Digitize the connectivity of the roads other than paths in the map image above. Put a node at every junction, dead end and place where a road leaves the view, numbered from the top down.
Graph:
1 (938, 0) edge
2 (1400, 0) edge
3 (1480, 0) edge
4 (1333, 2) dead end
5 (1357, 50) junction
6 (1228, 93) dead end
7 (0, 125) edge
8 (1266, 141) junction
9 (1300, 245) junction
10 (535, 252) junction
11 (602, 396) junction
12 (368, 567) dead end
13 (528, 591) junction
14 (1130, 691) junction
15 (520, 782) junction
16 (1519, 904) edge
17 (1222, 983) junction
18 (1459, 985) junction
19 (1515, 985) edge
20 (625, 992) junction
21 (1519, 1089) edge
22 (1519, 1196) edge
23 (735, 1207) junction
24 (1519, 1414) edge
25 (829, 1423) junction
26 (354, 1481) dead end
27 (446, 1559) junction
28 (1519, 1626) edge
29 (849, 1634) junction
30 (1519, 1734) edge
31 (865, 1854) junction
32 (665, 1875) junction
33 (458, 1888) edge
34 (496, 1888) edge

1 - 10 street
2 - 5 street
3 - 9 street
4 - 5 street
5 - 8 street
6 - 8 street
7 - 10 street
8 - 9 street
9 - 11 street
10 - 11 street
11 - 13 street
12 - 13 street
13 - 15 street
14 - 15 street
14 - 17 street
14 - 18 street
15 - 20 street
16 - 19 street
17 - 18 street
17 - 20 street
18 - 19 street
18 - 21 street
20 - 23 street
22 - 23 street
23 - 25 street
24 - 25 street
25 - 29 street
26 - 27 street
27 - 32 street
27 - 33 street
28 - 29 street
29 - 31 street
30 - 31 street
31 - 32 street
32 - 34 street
▬▬▬▬▬▬
Repeat every line of the data precisely.

Digitize the connectivity of the roads other than paths in the map image above. Put a node at every junction, dead end and place where a road leaves the view, numbered from the top down.
Graph:
1 (938, 0) edge
2 (1400, 0) edge
3 (1480, 0) edge
4 (1333, 2) dead end
5 (1357, 50) junction
6 (1228, 93) dead end
7 (0, 125) edge
8 (1266, 141) junction
9 (1300, 245) junction
10 (535, 252) junction
11 (602, 396) junction
12 (368, 567) dead end
13 (528, 591) junction
14 (1130, 691) junction
15 (520, 782) junction
16 (1519, 904) edge
17 (1222, 983) junction
18 (1459, 985) junction
19 (1515, 985) edge
20 (625, 992) junction
21 (1519, 1089) edge
22 (1519, 1196) edge
23 (735, 1207) junction
24 (1519, 1414) edge
25 (829, 1423) junction
26 (354, 1481) dead end
27 (446, 1559) junction
28 (1519, 1626) edge
29 (849, 1634) junction
30 (1519, 1734) edge
31 (865, 1854) junction
32 (665, 1875) junction
33 (458, 1888) edge
34 (496, 1888) edge

1 - 10 street
2 - 5 street
3 - 9 street
4 - 5 street
5 - 8 street
6 - 8 street
7 - 10 street
8 - 9 street
9 - 11 street
10 - 11 street
11 - 13 street
12 - 13 street
13 - 15 street
14 - 15 street
14 - 17 street
14 - 18 street
15 - 20 street
16 - 19 street
17 - 18 street
17 - 20 street
18 - 19 street
18 - 21 street
20 - 23 street
22 - 23 street
23 - 25 street
24 - 25 street
25 - 29 street
26 - 27 street
27 - 32 street
27 - 33 street
28 - 29 street
29 - 31 street
30 - 31 street
31 - 32 street
32 - 34 street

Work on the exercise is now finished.